Prostate cancer disseminates primarily into the adjacent lymph nodes, which is related to a poor outcome. Atypical protein kinase C sigma (PKC sigma) is highly expressed in aggressive prostate cancer and correlates with Gleason score, clinical stage, and poor prognosis. Here, we report the molecular mechanisms of PKC sigma in lymphatic metastasis during prostate cancer progression. Using zinc-finger nuclease technology or PKC shRNA lentiviral particles, and orthotopic mouse xenografts, we show that PKC sigma-knockout or knockdown from aggressive prostate cancer (PC3 and PC3U) cells, decreasesd tumor growth and lymphatic metastasis in vivo.
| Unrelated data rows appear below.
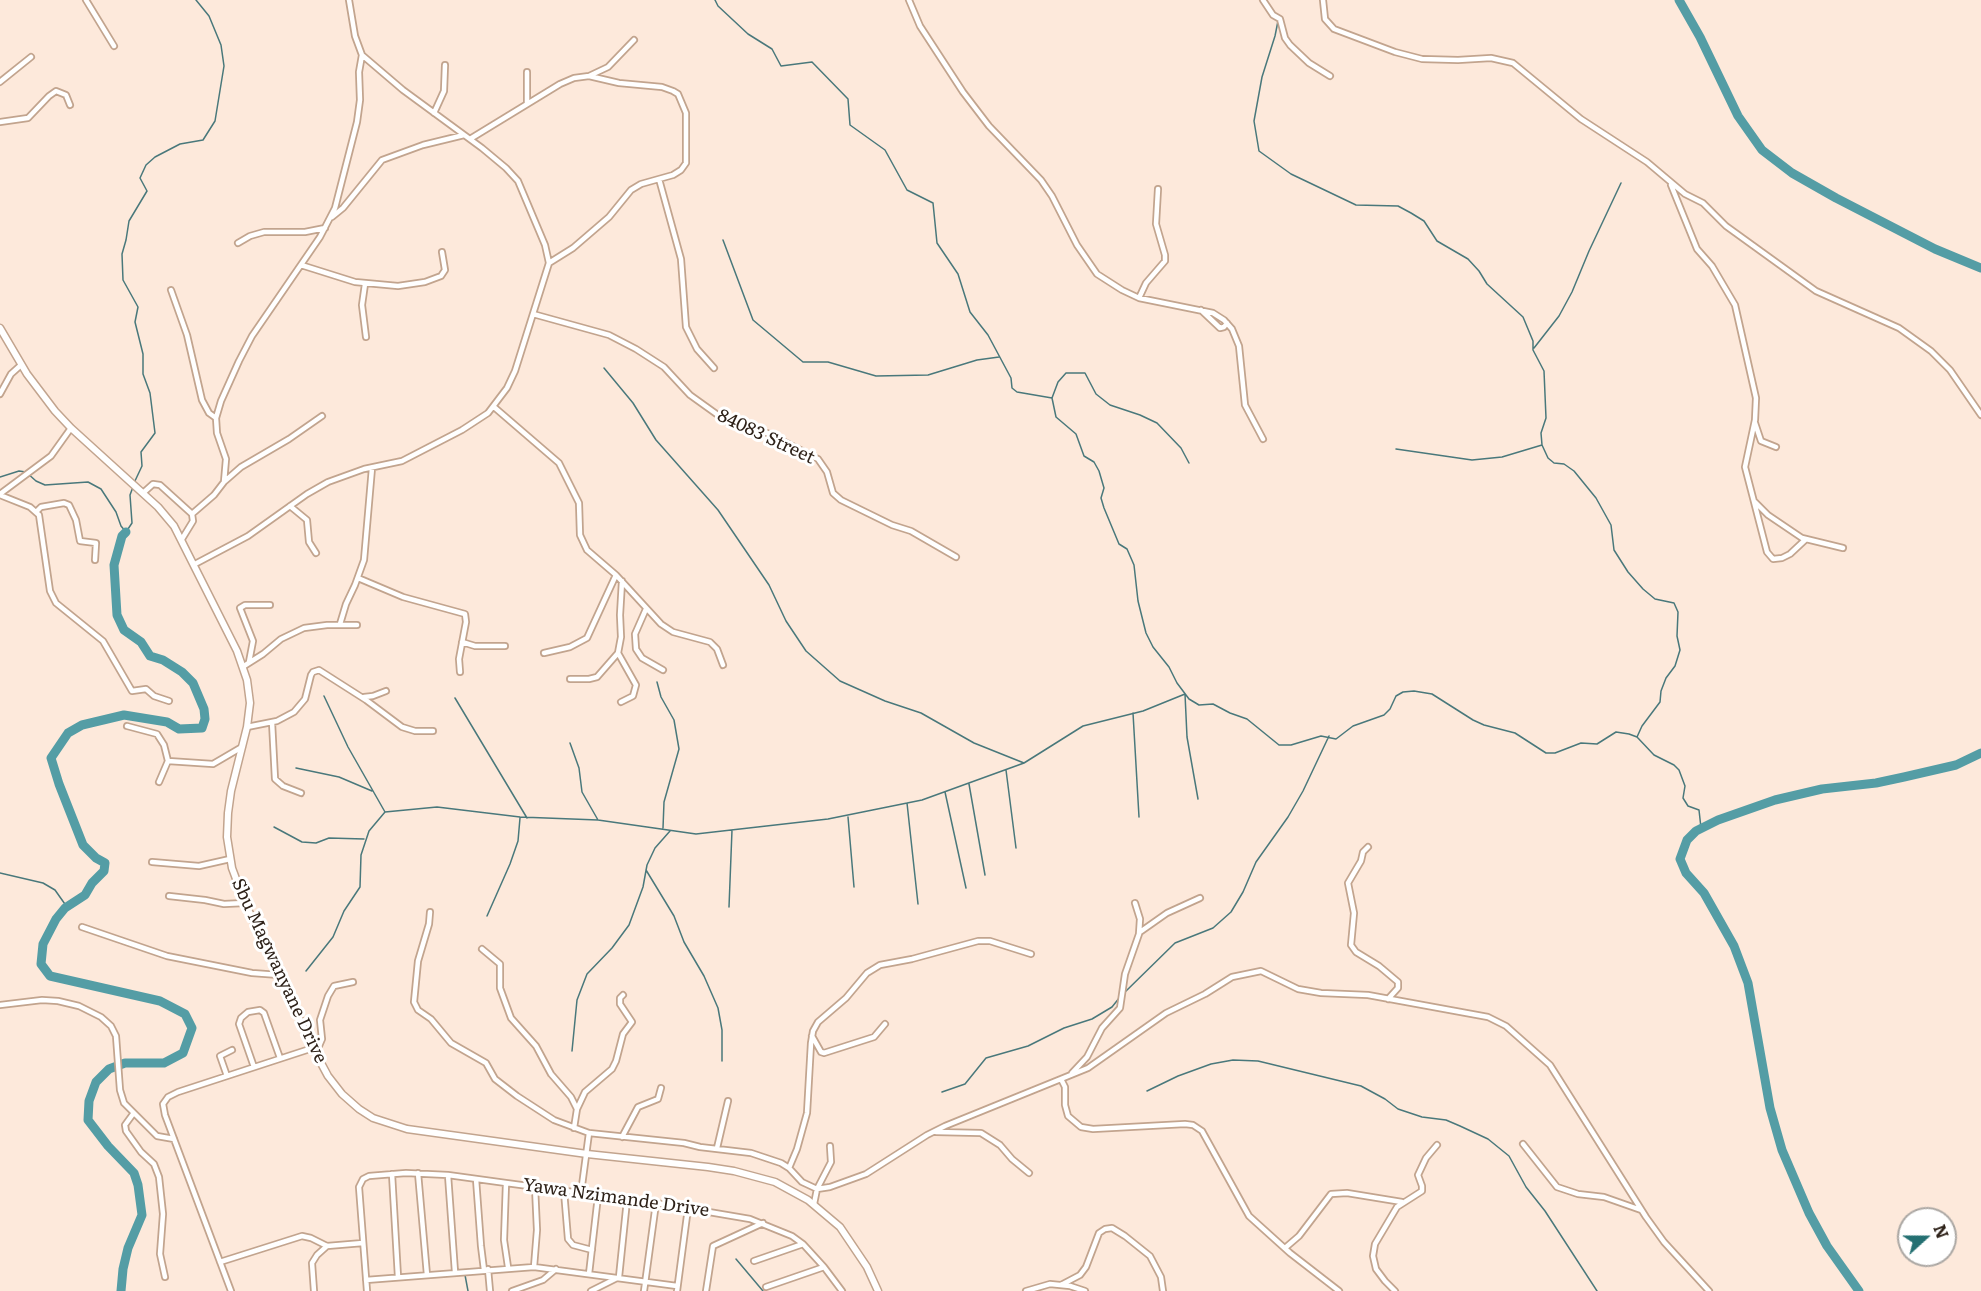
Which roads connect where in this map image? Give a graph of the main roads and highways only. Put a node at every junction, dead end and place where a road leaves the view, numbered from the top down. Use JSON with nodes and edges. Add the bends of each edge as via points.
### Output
{"nodes":[{"id":1,"x":0,"y":328,"type":"edge"},
{"id":2,"x":878,"y":1291,"type":"edge"}],
"edges":[{"from":1,"to":2,"type":"main road","name":"Sbu Magwanyane Drive","via":[[40,393],[71,428],[167,517],[247,664],[249,714],[228,813],[230,858],[245,903],[313,1048],[342,1094],[359,1109],[407,1130],[734,1171],[775,1182],[797,1192],[840,1227]]}]}
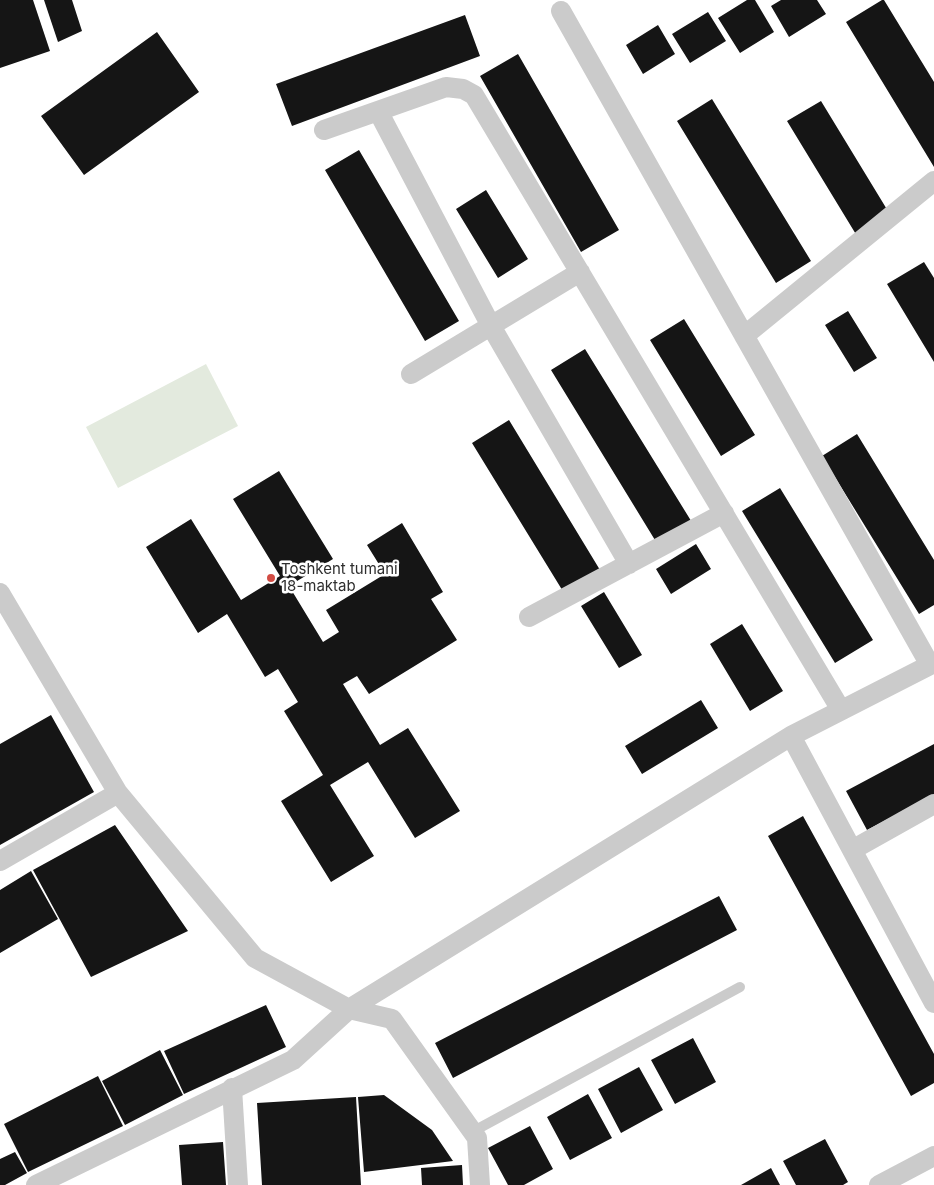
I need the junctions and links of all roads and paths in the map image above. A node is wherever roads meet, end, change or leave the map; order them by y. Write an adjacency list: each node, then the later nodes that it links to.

Intriguingly, PKC sigma-knockout or knockdown impaired the activation of AKT, ERK, and NF-kappa B signaling in prostate cancer cells, thereby impairing the expression of lymphangiogenic factors and macrophage recruitment, resulting in aberrant lymphangiogenesis. Moreover, PKC sigma regulated the expression of hyaluronan synthase enzymes, which is important for hyaluronan-mediated lymphatic drainage and tumor dissemination. Thus, PKC sigma plays a crucial oncogenic role in the lymphatic metastasis of prostate cancer and is predicted to be a novel therapeutic target for prostate cancer.